I define national interest as the sum total of the individual and collective interests of Malaysians, that it is about safeguarding or advancing the collective welfare and economic well being of  all us, not of a single individual like Prime Minister Najib Razak.

Foreign policy is in reality an extension of Malaysia’s domestic policy; it is about how our elected government protects our security, improves and sustains our aspirations and priorities and addresses our concerns and calms our fears and anxieties. This principle No.1 and that is foreign policy begins at home and defines our relations with other nation states. In turn, foreign policy outcomes have a reciprocal effect on domestic political discourse.

As a nation,  Malaysia must see value in an international or bilateral relationship as a way of securing benefits for Malaysians, whether in security, politics or geo–economics.

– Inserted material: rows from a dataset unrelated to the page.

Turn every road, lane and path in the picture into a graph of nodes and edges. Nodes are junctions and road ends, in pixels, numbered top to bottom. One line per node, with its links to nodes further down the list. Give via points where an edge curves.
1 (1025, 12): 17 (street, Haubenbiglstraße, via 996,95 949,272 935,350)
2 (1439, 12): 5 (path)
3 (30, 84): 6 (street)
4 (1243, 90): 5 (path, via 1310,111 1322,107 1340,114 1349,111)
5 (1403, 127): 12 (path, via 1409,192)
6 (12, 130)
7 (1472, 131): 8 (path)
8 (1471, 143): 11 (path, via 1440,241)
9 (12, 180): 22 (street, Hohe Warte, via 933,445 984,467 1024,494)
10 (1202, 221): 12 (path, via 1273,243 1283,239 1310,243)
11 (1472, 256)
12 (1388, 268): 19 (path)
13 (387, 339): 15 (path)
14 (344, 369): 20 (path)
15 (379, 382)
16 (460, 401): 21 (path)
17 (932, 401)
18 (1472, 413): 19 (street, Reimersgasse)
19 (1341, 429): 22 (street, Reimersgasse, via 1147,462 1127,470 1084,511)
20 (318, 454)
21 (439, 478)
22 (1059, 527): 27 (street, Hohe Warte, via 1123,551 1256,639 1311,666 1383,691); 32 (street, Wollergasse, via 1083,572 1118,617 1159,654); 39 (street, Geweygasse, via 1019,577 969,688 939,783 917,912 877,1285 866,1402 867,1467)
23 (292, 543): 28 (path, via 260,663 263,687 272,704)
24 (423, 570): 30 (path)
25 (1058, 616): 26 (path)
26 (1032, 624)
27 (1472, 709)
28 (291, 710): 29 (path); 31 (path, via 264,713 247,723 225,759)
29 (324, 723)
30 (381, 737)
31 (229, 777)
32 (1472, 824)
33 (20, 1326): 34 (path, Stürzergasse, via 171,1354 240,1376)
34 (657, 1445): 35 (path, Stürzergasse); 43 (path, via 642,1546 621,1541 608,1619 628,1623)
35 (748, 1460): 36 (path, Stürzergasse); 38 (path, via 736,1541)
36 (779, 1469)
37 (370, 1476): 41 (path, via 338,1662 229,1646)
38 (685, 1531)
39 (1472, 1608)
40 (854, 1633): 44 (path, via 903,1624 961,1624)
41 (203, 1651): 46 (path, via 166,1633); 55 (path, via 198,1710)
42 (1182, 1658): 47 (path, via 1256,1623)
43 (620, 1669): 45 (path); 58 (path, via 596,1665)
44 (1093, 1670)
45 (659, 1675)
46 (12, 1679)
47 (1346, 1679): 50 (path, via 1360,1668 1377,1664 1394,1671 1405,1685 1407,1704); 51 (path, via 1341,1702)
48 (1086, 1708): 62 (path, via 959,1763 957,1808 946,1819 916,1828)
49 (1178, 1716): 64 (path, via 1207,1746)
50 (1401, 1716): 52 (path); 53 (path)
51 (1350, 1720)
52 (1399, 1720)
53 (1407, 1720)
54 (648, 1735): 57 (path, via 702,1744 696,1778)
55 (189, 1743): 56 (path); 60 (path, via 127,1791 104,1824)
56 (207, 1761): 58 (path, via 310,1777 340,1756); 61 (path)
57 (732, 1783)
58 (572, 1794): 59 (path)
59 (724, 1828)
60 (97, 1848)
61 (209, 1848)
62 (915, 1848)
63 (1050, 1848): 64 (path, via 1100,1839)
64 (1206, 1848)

It is an interaction of our wants and needs. And it always involves a give-and-take attitude and disposition. Malaysia must, therefore, aim for win-win partnership that is beneficial, acceptable and sustainable to its united citizenry. This is the second principle.

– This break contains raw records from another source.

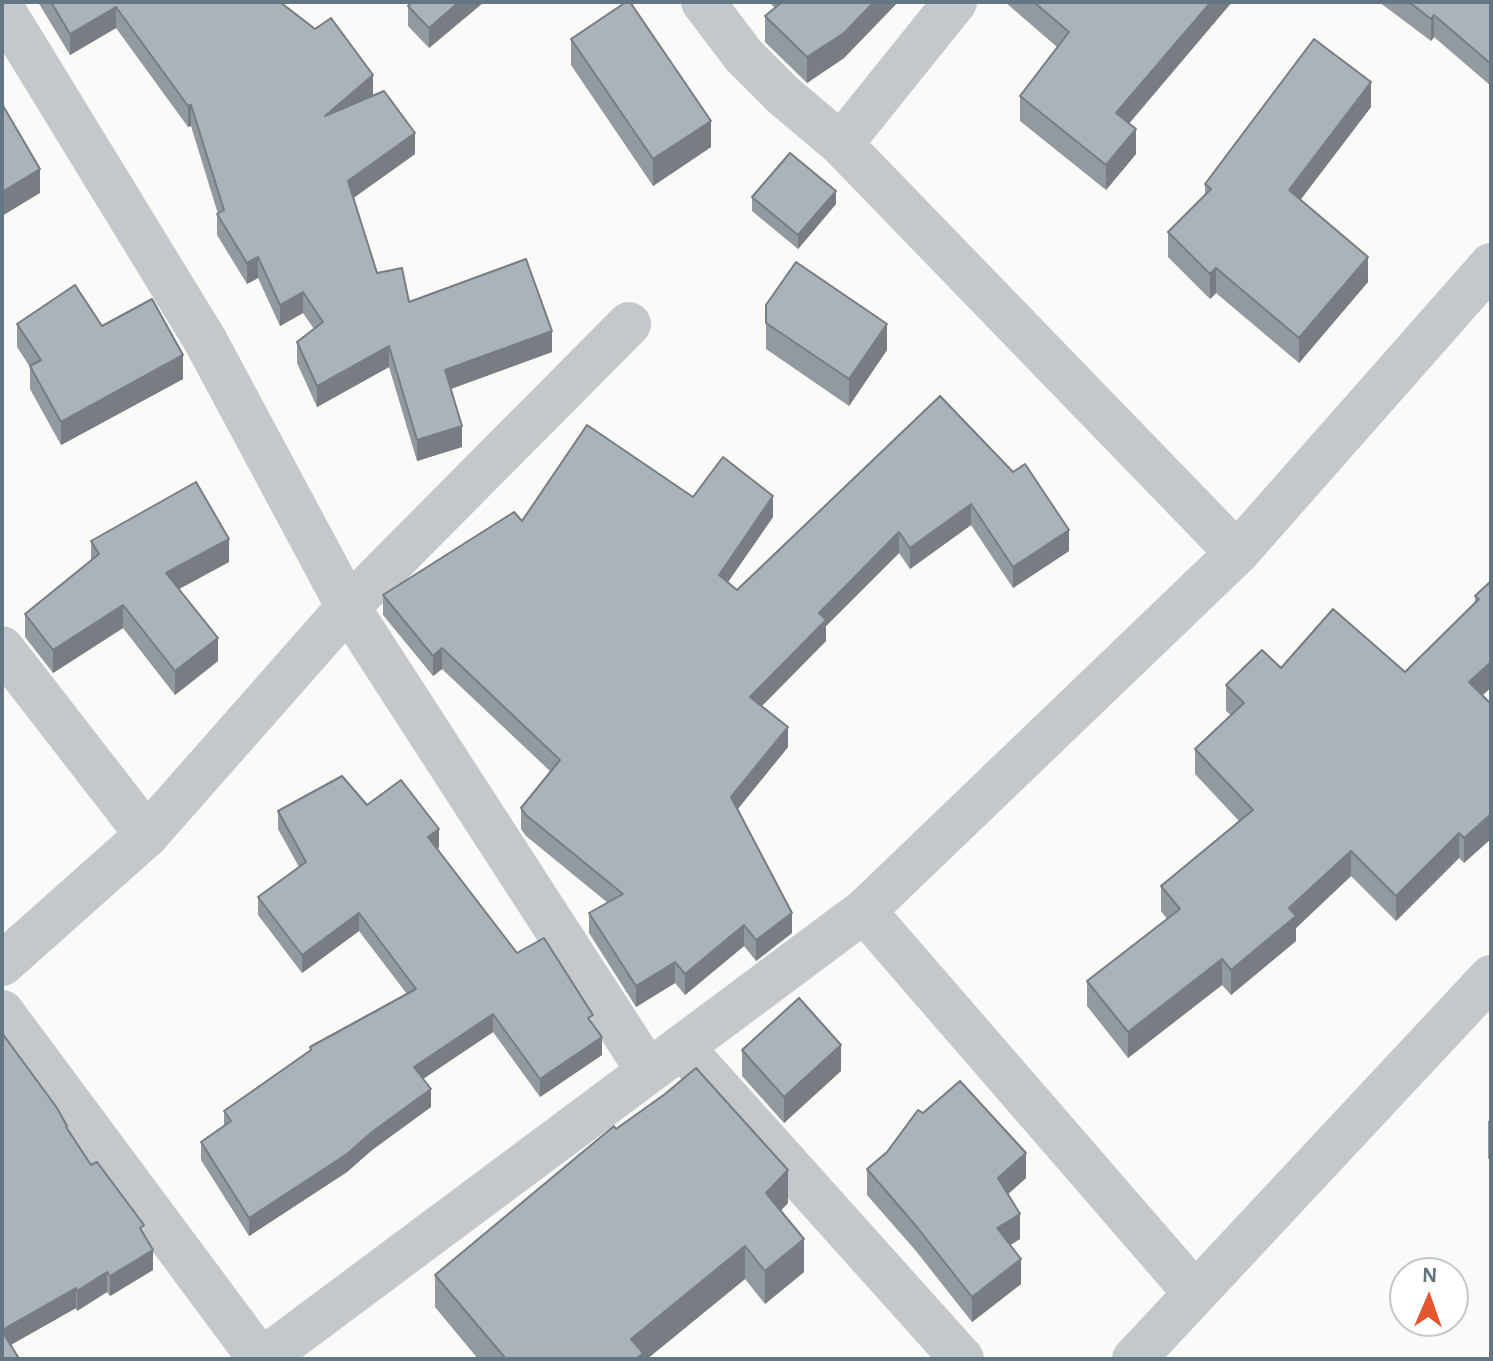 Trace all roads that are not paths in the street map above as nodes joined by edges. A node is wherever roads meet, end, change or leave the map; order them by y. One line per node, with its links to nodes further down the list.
1 (703, 2): 4 (street)
2 (955, 2): 4 (street)
3 (2, 8): 8 (street)
4 (841, 144): 7 (street)
5 (1491, 265): 7 (street)
6 (629, 324): 8 (street)
7 (1237, 553): 11 (street)
8 (348, 607): 10 (street); 15 (street)
9 (2, 648): 10 (street)
10 (147, 835): 12 (street)
11 (864, 911): 15 (street); 16 (street)
12 (2, 964)
13 (1491, 977): 16 (street)
14 (2, 1012): 17 (street)
15 (665, 1059): 17 (street); 18 (street)
16 (1195, 1293): 19 (street)
17 (262, 1359)
18 (962, 1359)
19 (1134, 1359)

Finally, a coherent  Malaysian foreign policy based a careful calibration of our national interest must receive the continued support of all Malaysians. It cannot be driven by the political survival needs or whims and fancies of our incumbent Prime Minister Najib Razak and his cohorts at our collective expense.

The Zakir Naik case is a case in point. How can we as a people accept this Islamic extremist wanted in his homeland India  for wanton acts of promoting terrorism, and grant him permanent resident status when thousands of Malaysians born and bred in Malaysia are still stateless. It is not in our national interest to harbor this felon and conceal his whereabouts and deny India its right to bring him to the Indian courts to stand trial.

Mr. Deputy Prime Minister and Minister of Home Affairs, Dr. Zahid Hamidi, you are reckless, unconscionable, and irresponsible. Your job is to protect the security and safety of all Malaysians. It is equally your top priority to locate those missing and unaccounted for because they belong to other religions than Islam. Do that or just resign and fire your Inspector-General of Police. As for our Prime Minister, I say this–your day of reckoning is coming to you soon.–Din Merican

Malaysia, UMNO and Zakir Naik: What is the Game here?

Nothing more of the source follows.